民法752条は、「夫婦は同居し、互いに協力し扶助しなければならない」と定める。婚姻の実質が夫婦が協同して生活を営むことであるとすると、本条は当然の要請であるといえる。
(1) 同居義務
夫婦は、同一の場所に居住して共同生活をしなければならない。単に住居を同じくすること(いわゆる家庭内別居)は、この意味の同居とは言えない。
居住する場所は、夫婦の協議で定める。そして、夫婦の一方が同居を拒むときは、他方は同居請求をすることができる。ただし、それを強制する手段はない(直接強制も間接強制もできない)と解されている(大決昭5.9.30)。
単身赴任や病気療養などの正当な理由があれば、一時的に別居をしても同居義務に違反するとはいえない。

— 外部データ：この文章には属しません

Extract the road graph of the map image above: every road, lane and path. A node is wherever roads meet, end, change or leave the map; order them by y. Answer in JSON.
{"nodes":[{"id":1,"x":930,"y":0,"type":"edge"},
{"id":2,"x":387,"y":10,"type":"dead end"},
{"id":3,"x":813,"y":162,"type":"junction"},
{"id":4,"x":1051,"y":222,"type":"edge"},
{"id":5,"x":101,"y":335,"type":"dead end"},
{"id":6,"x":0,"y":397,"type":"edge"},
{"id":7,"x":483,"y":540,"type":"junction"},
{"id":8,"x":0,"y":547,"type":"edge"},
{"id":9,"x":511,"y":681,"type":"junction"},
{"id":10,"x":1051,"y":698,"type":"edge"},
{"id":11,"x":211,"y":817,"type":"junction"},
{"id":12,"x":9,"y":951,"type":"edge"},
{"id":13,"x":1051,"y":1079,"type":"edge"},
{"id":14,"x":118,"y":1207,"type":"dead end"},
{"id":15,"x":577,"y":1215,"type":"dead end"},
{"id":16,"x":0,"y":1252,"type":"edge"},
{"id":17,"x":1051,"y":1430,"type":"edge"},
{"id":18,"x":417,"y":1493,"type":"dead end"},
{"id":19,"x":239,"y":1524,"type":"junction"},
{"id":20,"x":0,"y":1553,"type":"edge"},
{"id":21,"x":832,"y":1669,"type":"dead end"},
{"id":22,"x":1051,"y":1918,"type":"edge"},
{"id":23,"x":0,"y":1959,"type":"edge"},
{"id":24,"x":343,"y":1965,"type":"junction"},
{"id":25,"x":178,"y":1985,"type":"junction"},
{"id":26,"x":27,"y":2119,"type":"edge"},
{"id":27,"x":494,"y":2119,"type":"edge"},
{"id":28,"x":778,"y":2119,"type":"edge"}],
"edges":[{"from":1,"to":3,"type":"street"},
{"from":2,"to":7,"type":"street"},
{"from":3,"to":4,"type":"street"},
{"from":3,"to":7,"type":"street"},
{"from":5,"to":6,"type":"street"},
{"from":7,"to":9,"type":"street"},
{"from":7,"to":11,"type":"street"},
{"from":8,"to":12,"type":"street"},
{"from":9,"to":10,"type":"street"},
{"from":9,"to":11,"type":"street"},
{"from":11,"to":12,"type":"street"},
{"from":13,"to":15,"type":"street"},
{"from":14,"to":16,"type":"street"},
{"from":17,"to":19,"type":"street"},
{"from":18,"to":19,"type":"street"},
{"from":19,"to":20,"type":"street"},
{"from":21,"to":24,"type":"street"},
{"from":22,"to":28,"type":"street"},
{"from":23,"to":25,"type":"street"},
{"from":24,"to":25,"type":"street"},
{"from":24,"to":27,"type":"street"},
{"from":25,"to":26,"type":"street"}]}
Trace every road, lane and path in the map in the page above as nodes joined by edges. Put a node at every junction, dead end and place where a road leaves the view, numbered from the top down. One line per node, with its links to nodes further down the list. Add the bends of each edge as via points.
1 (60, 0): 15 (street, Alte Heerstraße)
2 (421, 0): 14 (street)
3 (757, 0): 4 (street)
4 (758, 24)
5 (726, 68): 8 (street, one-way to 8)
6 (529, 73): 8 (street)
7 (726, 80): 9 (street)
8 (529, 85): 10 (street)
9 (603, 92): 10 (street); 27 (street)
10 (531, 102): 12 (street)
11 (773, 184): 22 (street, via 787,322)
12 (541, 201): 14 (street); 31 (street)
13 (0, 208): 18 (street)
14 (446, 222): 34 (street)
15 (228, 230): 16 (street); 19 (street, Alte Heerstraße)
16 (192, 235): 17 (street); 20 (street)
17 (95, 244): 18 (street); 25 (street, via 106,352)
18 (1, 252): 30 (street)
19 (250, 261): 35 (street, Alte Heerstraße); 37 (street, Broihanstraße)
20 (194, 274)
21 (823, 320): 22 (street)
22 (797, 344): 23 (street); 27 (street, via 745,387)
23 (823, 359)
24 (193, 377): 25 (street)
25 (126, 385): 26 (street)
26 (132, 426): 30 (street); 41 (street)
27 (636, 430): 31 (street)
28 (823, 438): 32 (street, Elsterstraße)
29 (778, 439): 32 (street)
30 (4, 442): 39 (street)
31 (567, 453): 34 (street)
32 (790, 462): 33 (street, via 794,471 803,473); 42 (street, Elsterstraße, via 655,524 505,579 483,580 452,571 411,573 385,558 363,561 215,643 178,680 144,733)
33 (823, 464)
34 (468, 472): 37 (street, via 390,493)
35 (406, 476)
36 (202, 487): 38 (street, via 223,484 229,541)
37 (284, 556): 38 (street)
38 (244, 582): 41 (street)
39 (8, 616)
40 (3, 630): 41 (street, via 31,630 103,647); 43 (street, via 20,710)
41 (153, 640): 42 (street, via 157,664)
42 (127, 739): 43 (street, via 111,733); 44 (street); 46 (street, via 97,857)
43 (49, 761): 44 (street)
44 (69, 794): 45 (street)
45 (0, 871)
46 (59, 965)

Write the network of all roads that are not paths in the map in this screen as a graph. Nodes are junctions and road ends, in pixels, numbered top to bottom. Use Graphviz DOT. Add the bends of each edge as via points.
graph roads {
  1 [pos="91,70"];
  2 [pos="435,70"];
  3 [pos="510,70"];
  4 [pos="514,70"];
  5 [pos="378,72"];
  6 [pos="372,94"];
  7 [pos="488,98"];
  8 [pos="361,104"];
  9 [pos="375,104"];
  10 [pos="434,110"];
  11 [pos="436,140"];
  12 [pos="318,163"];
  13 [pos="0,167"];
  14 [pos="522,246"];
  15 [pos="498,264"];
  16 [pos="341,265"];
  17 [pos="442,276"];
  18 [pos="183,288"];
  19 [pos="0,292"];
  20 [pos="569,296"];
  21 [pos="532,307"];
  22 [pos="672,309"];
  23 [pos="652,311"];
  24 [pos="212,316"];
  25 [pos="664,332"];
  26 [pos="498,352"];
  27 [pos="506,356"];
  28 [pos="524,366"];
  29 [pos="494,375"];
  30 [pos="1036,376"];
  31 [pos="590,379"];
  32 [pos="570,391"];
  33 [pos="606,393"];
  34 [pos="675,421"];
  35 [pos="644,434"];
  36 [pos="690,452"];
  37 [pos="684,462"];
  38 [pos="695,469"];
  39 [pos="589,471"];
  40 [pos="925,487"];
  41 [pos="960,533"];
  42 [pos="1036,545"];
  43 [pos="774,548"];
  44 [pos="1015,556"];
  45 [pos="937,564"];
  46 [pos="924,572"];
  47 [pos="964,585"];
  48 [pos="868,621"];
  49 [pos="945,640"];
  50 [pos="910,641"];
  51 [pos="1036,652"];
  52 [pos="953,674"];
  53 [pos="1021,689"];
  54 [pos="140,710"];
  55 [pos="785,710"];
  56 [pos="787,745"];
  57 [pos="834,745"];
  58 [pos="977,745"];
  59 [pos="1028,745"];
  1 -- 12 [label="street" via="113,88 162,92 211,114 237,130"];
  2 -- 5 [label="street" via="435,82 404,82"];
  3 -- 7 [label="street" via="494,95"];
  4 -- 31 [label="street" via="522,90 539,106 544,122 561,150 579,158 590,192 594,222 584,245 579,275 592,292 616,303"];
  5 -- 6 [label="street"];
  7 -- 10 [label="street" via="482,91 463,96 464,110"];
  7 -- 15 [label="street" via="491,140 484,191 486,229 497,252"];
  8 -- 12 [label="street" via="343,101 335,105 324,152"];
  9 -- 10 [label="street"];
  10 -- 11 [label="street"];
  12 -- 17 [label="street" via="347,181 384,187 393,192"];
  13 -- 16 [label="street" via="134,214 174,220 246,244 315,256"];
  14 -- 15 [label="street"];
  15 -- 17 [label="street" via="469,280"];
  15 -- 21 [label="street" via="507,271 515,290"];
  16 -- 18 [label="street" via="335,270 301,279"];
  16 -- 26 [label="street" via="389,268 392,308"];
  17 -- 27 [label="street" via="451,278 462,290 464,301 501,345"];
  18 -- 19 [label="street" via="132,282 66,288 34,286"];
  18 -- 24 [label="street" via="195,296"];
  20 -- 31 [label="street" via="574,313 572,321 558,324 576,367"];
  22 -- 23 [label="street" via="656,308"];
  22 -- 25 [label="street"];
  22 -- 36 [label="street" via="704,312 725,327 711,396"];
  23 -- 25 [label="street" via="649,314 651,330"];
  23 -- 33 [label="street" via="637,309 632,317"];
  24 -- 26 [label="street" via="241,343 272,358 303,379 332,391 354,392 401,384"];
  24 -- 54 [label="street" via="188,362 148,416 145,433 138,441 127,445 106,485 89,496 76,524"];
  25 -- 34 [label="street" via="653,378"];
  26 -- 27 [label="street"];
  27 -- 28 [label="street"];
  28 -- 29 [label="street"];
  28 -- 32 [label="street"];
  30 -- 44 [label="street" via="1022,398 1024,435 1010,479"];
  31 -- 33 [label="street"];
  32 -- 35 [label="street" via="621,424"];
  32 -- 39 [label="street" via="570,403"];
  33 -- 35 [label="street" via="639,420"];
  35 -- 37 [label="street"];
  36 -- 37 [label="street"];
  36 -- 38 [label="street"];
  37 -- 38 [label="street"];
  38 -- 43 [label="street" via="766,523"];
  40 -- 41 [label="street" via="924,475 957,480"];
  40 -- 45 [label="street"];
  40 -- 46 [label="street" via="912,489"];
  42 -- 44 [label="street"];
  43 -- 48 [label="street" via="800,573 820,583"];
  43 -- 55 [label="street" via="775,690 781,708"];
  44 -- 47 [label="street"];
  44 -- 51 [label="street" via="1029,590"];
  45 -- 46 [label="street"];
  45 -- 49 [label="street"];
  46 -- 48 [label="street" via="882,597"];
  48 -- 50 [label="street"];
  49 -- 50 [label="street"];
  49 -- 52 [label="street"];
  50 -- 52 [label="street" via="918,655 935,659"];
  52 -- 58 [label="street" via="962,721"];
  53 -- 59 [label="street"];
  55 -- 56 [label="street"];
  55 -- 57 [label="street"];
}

正当な理由なく同居を拒むときは、悪意の遺棄として離婚原因になり(770条1項2号)、また、相手方配偶者は扶養義務を拒絶することができる。
(2) 協力義務・扶助義務
協力義務は婚姻生活を維持するために事実的な協力(子育てなど)をする義務であり、扶助義務は夫婦間の扶養義務である。夫婦間の扶養義務は、互いの生活水準を同等に保持すべき義務(生活保持義務)であって、一方に余裕があるかぎりで貧窮する他方を援助する義務(生活扶助義務)ではない。